Crawford  Greenewalt

 

Fermi e la Marshall avevano avuto il tempo di dormire e di riprendere il loro posto al reattore. Gli ingegneri della Du Pont sospettavano danni e malfunzionamenti di tipo convenzionale ma, dopo qualche lunga ora di silenzio, Fermi emise il verdetto: il declino in reattività era dovuto alla presenza di qualche prodotto di fissione, non rivelato nei precedenti esperimenti critici, che avvelenava la reazione a catena fino a farla spengere. Usando come interlocutore esperto John A. Wheeler, fisico teorico di Princeton, Fermi descrisse i possibili indizi per la risoluzione del giallo nucleare. “Un prodotto di fissione (la madre), non nocivo ai neutroni, viene attivato con un tempo di qualche ora e decade in un altro elemento (la figlia), questa volta nocivo ai neutroni.
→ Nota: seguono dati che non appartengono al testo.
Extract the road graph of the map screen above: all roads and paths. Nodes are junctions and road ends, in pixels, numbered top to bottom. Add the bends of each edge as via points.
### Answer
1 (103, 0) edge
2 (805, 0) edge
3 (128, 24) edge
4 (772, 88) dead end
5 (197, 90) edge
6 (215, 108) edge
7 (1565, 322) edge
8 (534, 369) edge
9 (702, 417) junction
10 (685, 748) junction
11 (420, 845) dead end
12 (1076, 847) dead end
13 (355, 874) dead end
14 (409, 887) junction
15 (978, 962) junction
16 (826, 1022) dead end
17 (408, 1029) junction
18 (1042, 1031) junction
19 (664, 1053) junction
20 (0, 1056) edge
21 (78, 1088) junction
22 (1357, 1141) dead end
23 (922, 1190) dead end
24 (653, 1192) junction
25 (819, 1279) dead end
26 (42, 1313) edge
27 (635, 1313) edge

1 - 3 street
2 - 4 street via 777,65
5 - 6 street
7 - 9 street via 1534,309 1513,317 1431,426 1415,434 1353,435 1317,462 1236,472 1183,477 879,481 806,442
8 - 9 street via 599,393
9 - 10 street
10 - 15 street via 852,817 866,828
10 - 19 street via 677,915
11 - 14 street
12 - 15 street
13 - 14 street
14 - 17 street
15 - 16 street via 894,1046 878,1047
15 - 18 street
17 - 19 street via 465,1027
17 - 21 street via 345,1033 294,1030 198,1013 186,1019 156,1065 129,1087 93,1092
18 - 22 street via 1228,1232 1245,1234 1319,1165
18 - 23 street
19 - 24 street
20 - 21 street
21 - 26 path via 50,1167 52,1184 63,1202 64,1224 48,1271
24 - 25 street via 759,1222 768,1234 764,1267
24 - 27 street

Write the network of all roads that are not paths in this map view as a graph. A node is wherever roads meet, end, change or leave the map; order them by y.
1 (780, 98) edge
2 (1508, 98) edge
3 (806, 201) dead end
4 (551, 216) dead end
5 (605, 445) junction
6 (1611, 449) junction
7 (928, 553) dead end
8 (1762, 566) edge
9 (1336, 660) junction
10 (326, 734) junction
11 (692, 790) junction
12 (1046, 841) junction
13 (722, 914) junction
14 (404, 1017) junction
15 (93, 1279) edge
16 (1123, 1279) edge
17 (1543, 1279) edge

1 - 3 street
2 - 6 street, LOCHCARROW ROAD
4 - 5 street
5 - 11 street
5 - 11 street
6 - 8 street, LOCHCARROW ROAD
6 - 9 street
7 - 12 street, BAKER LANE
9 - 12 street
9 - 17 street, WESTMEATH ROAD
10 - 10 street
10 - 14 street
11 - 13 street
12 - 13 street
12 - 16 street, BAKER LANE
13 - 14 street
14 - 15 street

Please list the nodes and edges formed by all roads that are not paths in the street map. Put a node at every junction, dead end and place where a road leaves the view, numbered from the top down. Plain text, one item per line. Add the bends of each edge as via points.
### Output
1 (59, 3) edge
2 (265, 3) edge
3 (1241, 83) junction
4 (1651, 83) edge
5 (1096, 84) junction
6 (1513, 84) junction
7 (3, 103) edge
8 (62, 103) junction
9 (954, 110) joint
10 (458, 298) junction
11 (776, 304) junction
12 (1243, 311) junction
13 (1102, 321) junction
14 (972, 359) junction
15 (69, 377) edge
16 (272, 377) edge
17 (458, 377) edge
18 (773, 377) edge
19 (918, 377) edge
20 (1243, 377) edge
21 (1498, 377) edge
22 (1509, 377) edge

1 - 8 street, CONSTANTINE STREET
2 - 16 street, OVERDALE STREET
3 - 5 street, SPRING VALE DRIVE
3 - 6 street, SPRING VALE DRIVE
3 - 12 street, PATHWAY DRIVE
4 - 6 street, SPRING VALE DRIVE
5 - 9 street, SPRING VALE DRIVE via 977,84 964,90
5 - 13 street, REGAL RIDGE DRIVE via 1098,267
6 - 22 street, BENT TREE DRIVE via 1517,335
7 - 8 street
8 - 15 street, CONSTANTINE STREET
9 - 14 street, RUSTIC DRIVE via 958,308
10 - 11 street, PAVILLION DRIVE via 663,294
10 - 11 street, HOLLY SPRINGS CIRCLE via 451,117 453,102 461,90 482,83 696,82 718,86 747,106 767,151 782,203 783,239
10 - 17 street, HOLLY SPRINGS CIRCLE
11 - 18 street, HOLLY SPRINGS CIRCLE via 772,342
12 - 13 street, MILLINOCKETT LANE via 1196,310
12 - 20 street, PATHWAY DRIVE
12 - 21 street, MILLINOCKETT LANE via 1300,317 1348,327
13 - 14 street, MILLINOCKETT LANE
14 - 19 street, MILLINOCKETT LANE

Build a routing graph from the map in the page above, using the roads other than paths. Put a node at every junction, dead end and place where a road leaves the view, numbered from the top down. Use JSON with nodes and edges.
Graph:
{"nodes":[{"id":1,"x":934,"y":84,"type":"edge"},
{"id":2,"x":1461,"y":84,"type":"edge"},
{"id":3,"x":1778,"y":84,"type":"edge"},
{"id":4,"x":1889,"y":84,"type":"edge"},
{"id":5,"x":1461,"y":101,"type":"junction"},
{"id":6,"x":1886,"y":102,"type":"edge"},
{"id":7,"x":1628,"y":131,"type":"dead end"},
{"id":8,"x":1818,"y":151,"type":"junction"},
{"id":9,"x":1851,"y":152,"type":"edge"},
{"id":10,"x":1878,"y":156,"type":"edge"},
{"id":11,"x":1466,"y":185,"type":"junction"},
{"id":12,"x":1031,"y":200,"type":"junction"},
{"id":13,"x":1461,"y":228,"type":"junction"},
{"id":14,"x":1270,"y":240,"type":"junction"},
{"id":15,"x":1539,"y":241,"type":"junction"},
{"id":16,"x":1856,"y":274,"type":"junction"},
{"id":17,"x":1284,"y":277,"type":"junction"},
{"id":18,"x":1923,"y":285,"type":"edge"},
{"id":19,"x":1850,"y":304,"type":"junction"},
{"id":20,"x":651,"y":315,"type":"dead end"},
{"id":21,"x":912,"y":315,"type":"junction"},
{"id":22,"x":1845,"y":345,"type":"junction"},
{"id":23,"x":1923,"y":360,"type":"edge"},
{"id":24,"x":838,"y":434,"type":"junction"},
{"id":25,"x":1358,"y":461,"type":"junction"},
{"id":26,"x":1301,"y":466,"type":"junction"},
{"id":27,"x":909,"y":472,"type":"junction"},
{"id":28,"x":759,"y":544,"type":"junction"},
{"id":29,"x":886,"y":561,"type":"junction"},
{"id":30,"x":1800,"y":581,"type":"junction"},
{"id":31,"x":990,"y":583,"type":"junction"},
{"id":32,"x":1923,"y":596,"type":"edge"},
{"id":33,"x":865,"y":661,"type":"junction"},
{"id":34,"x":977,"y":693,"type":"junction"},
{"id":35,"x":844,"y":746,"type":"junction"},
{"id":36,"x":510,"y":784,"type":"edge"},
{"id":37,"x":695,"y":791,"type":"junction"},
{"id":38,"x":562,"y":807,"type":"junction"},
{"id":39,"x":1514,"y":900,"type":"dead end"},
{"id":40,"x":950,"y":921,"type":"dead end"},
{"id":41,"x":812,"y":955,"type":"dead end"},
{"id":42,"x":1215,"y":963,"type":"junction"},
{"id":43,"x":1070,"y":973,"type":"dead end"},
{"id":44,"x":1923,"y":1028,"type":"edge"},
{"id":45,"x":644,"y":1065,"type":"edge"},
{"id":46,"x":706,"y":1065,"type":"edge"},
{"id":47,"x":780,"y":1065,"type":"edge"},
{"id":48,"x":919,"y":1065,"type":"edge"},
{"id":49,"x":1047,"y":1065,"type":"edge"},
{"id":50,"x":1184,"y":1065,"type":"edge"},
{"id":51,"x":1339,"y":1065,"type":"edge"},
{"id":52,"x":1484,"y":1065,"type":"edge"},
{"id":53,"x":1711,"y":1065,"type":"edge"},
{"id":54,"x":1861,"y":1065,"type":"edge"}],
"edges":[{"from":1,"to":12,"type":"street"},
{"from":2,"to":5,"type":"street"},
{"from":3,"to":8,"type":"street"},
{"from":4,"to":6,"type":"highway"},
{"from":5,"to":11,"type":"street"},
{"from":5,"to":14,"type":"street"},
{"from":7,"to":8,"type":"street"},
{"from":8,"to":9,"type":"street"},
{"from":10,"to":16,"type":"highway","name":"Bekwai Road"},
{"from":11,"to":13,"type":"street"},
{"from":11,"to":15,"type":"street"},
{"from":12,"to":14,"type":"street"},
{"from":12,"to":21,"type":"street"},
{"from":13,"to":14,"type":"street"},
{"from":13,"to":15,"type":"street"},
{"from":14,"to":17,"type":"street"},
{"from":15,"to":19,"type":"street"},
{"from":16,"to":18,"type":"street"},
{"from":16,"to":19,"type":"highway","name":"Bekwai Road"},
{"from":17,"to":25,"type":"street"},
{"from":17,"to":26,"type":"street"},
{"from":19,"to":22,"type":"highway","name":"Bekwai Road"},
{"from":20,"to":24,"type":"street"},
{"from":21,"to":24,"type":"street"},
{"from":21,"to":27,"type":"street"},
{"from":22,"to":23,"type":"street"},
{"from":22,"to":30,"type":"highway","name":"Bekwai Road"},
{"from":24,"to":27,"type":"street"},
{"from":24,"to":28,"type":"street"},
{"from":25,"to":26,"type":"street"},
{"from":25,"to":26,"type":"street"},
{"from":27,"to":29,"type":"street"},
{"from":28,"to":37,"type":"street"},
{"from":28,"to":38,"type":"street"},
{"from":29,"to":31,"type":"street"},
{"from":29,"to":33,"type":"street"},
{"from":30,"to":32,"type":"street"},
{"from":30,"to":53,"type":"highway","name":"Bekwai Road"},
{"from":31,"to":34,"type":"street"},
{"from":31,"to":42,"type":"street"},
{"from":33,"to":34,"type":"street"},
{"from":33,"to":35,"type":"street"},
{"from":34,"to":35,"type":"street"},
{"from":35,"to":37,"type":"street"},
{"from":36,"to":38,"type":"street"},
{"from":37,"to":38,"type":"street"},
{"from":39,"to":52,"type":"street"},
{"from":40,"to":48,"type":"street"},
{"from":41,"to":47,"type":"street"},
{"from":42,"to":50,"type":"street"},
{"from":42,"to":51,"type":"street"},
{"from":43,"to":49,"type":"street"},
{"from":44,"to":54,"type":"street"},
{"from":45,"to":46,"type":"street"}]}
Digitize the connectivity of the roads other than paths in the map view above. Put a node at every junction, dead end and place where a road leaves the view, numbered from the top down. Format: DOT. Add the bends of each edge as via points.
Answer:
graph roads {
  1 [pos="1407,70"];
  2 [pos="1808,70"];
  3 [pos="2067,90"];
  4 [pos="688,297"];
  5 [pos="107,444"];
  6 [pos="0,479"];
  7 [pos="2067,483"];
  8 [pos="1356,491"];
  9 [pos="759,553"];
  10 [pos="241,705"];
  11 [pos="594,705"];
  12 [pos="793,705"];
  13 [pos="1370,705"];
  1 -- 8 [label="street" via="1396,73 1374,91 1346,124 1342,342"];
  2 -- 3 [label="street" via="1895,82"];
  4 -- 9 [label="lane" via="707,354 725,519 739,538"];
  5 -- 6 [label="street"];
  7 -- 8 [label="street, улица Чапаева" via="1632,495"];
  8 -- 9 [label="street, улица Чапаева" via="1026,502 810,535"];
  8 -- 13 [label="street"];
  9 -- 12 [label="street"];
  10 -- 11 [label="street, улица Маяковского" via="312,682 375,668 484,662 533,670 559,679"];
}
Questo veleno decade a sua volta nel giro di qualche ora in una terza specie nucleare, non nociva ai neutroni e forse stabile”. Fermi e Wheeler decisero che la soluzione del dilemma stava nell’individuazione di due radionuclidi la cui somma delle vite medie di dimezzzamento dovesse essere pari a 15 ore. (Richard Rhodes, The Making of the Atomic Bomb, Simon & Schuster 1986)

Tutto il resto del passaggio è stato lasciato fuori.